Since NR had been shown to increase the number and function of satellite cells (muscle stem cells) in mice [4], the researchers were interested to know whether the same holds for humans. Experiments showed reduced stemness and increased differentiation, suggesting that NR treatment activates stem cells and promotes their differentiation and fusion into existing muscle fibers, which would be consistent with unaffected muscle mass.
In BMI-concordant twins, NR’s effects on body composition and metabolic health did not significantly differ from placebo, probably due to the small sample size.

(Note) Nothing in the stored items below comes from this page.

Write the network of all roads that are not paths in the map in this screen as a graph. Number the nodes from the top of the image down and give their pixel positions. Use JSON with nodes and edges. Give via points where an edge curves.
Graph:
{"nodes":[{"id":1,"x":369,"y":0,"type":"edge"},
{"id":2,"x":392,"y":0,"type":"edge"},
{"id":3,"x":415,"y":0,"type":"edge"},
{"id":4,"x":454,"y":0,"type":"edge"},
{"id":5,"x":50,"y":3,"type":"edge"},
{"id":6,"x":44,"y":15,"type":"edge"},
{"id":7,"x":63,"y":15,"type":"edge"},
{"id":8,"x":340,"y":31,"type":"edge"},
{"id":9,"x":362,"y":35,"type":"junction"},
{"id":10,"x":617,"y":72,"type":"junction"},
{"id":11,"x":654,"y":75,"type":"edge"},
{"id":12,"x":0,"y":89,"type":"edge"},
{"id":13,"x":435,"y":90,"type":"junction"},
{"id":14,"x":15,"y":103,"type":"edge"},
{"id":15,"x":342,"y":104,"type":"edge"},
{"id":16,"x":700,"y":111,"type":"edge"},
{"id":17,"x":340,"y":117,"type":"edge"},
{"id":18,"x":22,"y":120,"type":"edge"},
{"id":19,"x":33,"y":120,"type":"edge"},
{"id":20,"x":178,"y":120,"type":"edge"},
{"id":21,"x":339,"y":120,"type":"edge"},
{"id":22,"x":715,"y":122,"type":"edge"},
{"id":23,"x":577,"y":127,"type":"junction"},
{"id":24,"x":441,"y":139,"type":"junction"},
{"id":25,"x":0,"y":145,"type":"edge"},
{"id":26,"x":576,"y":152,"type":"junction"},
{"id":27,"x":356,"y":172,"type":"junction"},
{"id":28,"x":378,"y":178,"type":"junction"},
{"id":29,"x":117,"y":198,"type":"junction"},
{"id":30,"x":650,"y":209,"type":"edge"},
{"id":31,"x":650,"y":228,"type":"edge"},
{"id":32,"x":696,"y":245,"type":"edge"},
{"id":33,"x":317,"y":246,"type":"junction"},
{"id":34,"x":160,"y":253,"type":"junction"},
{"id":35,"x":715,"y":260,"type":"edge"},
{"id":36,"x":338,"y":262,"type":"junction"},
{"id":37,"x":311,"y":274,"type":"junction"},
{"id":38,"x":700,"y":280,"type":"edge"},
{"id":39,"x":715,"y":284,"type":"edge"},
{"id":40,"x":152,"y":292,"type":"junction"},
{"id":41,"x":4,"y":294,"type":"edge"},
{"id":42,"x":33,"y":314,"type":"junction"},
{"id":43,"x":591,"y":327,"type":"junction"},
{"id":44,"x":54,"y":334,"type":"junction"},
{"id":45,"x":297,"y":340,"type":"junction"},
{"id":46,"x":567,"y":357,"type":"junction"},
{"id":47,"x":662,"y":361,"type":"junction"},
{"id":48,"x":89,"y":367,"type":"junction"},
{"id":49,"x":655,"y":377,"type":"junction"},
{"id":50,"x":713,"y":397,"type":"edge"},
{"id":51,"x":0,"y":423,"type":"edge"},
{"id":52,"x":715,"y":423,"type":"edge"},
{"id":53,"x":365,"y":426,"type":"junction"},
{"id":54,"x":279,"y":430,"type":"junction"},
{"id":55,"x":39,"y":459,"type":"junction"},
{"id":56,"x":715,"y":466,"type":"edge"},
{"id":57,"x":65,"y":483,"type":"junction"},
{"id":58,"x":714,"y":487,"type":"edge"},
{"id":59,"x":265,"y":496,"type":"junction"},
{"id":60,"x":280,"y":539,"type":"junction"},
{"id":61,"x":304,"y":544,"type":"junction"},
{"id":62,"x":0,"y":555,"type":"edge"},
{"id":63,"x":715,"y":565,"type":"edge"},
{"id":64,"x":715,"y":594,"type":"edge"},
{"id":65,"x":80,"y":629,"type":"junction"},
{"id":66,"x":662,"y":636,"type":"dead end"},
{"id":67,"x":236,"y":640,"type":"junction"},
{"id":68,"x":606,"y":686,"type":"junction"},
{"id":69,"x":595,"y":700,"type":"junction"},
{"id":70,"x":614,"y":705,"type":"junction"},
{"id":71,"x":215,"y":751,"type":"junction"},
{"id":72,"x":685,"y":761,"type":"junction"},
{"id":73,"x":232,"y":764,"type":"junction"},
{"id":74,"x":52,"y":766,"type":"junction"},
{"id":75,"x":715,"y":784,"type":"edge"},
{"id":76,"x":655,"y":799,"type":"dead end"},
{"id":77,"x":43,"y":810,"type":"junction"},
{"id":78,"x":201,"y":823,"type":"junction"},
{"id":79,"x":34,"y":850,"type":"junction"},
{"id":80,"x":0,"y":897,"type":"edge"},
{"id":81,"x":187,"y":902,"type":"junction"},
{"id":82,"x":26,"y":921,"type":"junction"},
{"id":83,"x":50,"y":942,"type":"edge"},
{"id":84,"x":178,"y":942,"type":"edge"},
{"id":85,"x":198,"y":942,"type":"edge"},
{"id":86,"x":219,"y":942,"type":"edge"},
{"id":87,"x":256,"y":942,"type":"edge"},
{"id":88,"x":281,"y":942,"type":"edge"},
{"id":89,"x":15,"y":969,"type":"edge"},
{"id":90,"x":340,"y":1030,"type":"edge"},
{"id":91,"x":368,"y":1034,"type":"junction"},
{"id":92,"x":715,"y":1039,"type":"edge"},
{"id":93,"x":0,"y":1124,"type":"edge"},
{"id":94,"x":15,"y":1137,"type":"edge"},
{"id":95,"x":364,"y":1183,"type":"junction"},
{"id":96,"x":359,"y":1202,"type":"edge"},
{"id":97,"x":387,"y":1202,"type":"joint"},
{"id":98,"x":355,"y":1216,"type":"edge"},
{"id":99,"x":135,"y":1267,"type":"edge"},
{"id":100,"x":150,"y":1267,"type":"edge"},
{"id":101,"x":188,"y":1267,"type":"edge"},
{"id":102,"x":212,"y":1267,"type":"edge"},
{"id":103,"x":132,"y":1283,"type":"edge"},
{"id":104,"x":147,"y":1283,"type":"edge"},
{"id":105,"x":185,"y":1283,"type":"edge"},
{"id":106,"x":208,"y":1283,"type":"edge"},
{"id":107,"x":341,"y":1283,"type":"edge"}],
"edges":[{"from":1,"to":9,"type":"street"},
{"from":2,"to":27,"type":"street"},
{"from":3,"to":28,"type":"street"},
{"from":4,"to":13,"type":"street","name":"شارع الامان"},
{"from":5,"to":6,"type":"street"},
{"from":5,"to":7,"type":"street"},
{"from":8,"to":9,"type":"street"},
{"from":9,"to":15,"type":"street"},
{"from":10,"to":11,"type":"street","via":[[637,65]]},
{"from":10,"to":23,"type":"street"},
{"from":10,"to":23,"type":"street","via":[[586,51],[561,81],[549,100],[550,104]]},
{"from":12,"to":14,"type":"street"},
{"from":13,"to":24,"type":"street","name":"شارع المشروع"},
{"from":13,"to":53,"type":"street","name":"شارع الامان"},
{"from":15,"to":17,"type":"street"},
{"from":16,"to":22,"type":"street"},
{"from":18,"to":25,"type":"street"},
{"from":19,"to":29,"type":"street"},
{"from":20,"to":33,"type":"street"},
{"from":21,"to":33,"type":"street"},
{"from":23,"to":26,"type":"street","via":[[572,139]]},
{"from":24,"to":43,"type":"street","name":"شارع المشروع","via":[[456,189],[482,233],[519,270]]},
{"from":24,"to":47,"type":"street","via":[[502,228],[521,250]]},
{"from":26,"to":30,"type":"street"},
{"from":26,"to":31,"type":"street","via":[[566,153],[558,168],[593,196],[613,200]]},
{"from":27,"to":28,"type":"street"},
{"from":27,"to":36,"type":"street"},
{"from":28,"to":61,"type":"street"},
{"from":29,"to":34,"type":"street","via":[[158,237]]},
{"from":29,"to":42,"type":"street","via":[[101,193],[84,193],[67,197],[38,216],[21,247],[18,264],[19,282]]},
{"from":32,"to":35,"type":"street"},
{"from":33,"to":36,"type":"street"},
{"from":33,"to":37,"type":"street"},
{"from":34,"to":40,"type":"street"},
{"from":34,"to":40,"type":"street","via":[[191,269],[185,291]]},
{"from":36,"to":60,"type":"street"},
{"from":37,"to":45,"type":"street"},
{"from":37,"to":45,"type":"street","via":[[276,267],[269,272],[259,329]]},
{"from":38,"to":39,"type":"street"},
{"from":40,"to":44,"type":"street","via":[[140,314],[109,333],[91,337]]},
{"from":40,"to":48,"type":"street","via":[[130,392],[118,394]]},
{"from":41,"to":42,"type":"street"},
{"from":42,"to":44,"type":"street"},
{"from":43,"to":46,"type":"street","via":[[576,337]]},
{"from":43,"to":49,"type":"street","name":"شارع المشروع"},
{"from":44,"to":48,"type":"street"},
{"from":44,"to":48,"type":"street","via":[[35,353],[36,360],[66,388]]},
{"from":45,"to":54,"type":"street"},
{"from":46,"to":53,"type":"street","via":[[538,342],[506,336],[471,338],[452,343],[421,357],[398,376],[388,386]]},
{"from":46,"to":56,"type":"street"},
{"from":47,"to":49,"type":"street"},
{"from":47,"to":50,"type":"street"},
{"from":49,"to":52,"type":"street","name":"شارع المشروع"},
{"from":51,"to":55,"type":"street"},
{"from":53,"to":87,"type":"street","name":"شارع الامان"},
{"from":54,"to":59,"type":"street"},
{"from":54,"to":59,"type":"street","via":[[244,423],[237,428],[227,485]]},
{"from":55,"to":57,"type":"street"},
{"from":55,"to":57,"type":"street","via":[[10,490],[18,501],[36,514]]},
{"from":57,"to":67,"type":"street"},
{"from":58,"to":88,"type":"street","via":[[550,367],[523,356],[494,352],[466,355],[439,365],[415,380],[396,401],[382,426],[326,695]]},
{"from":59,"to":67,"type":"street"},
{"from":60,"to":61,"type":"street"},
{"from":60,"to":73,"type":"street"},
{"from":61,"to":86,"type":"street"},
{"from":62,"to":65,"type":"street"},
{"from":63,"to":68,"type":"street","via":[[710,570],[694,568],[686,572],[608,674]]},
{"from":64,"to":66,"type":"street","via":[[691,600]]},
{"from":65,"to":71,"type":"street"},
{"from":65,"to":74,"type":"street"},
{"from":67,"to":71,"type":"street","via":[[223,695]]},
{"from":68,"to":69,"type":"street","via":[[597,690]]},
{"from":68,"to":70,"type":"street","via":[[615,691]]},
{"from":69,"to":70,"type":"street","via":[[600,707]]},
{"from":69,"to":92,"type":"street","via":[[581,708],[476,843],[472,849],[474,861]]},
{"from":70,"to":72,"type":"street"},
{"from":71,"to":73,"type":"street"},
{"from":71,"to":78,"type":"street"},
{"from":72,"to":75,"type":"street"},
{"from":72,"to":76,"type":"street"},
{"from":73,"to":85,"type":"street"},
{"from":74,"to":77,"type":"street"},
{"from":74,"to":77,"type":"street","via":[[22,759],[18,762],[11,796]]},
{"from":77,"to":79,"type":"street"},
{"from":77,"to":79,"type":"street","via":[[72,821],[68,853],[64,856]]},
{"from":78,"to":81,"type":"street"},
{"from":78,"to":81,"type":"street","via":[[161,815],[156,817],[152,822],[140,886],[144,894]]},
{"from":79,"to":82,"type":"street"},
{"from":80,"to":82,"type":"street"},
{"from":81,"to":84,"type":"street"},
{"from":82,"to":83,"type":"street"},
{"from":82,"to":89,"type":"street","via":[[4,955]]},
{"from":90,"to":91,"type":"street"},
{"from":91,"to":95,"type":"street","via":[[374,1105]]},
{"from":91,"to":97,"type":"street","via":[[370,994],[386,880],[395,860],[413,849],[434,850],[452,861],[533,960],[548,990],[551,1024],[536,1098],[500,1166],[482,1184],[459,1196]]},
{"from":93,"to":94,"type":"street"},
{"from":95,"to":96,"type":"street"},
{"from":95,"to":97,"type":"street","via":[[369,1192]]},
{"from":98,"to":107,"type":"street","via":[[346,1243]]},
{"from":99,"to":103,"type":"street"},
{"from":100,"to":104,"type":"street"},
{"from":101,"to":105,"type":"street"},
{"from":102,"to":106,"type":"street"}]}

In this study, NR supplementation was well tolerated with limited side effects.
Conclusion
According to the researchers, their study “provides the first evidence that long-term NR supplementation increases muscle and WAT NAD+ biosynthesis in humans regardless of BMI” and shows the value of long-term NAD+ supplementation studies. While some of the results are hard to interpret, this study generally suggests that NR treatment can substantially raise NAD+ levels in muscle and boost satellite cell differentiation without increasing muscle mass. However, fat mass increase and reduced insulin sensitivity are notable concerns.
Literature
[1] Lapatto, H. A., Kuusela, M., Heikkinen, A., Muniandy, M., van der Kolk, B. W., Gopalakrishnan, S., … & Pirinen, E. (2023). Nicotinamide riboside improves muscle mitochondrial biogenesis, satellite cell differentiation, and gut microbiota in a twin study. Science Advances, 9(2), eadd5163.
[2] Elhassan, Y. S., Kluckova, K., Fletcher, R. S., Schmidt, M. S., Garten, A., Doig, C. L., … & Lavery, G. G. (2019). Nicotinamide riboside augments the aged human skeletal muscle NAD+ metabolome and induces transcriptomic and anti-inflammatory signatures. Cell reports, 28(7), 1717-1728.
[3] Martens, C. R., Denman, B. A., Mazzo, M. R., Armstrong, M. L., Reisdorph, N., McQueen, M. B., … & Seals, D. R. (2018). Chronic nicotinamide riboside supplementation is well-tolerated and elevates NAD+ in healthy middle-aged and older adults. Nature communications, 9(1), 1286.
[4] Zhang, H., Ryu, D., Wu, Y., Gariani, K., Wang, X., Luan, P., … & Auwerx, J. (2016). NAD+ repletion improves mitochondrial and stem cell function and enhances life span in mice. Science, 352(6292), 1436-1443.